DATA SUPPLIED:
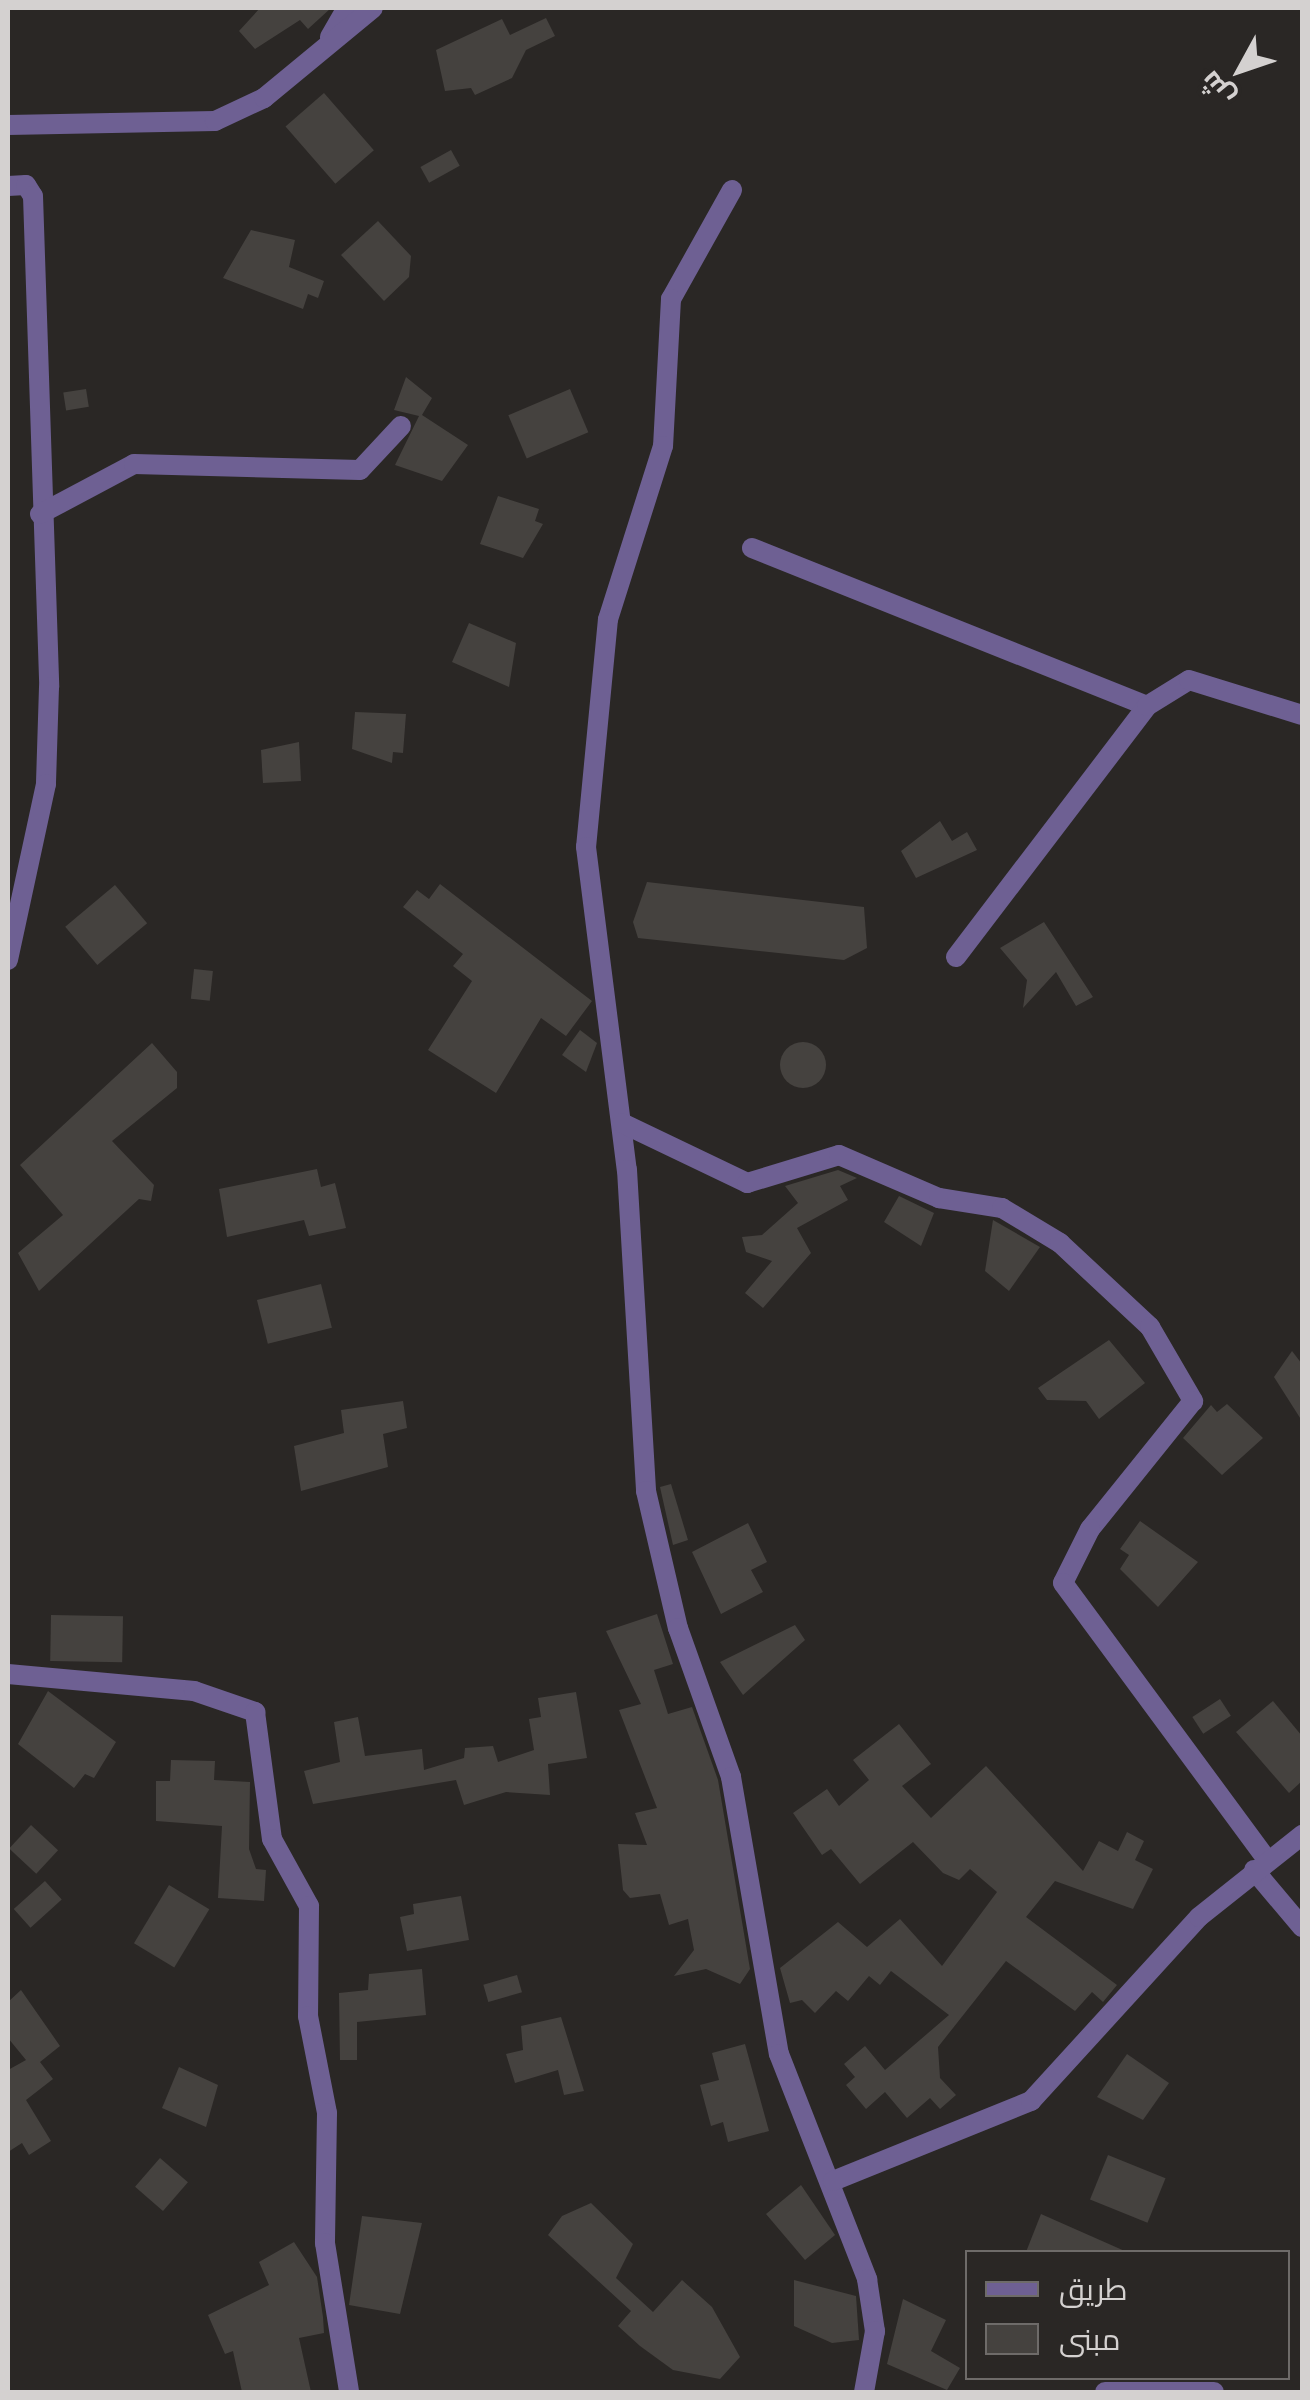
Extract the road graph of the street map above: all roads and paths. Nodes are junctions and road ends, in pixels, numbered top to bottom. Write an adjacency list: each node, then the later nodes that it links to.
1 (347, 8): 3 (street)
2 (373, 8): 3 (street)
3 (318, 56): 4 (street)
4 (8, 125)
5 (8, 186): 8 (street)
6 (732, 190): 14 (street)
7 (401, 426): 8 (street)
8 (40, 514): 13 (street)
9 (752, 548): 10 (street)
10 (1147, 706): 11 (street); 12 (street)
11 (1302, 715)
12 (956, 957)
13 (8, 960)
14 (622, 1123): 17 (street); 19 (street)
15 (8, 1674): 21 (street)
16 (1302, 1835): 17 (street)
17 (1261, 1865): 18 (street); 19 (street)
18 (1302, 1927)
19 (833, 2182): 20 (street)
20 (871, 2391)
21 (349, 2392)
22 (1104, 2392): 23 (street)
23 (1214, 2392)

GOAL OF THE EXERCISE: Omit the pictures and print the listing exactly.

ANSWER SPACE:
Extract the road graph of the street map above: all roads and paths. Nodes are junctions and road ends, in pixels, numbered top to bottom. Write an adjacency list: each node, then the later nodes that it links to.
1 (347, 8): 3 (street)
2 (373, 8): 3 (street)
3 (318, 56): 4 (street)
4 (8, 125)
5 (8, 186): 8 (street)
6 (732, 190): 14 (street)
7 (401, 426): 8 (street)
8 (40, 514): 13 (street)
9 (752, 548): 10 (street)
10 (1147, 706): 11 (street); 12 (street)
11 (1302, 715)
12 (956, 957)
13 (8, 960)
14 (622, 1123): 17 (street); 19 (street)
15 (8, 1674): 21 (street)
16 (1302, 1835): 17 (street)
17 (1261, 1865): 18 (street); 19 (street)
18 (1302, 1927)
19 (833, 2182): 20 (street)
20 (871, 2391)
21 (349, 2392)
22 (1104, 2392): 23 (street)
23 (1214, 2392)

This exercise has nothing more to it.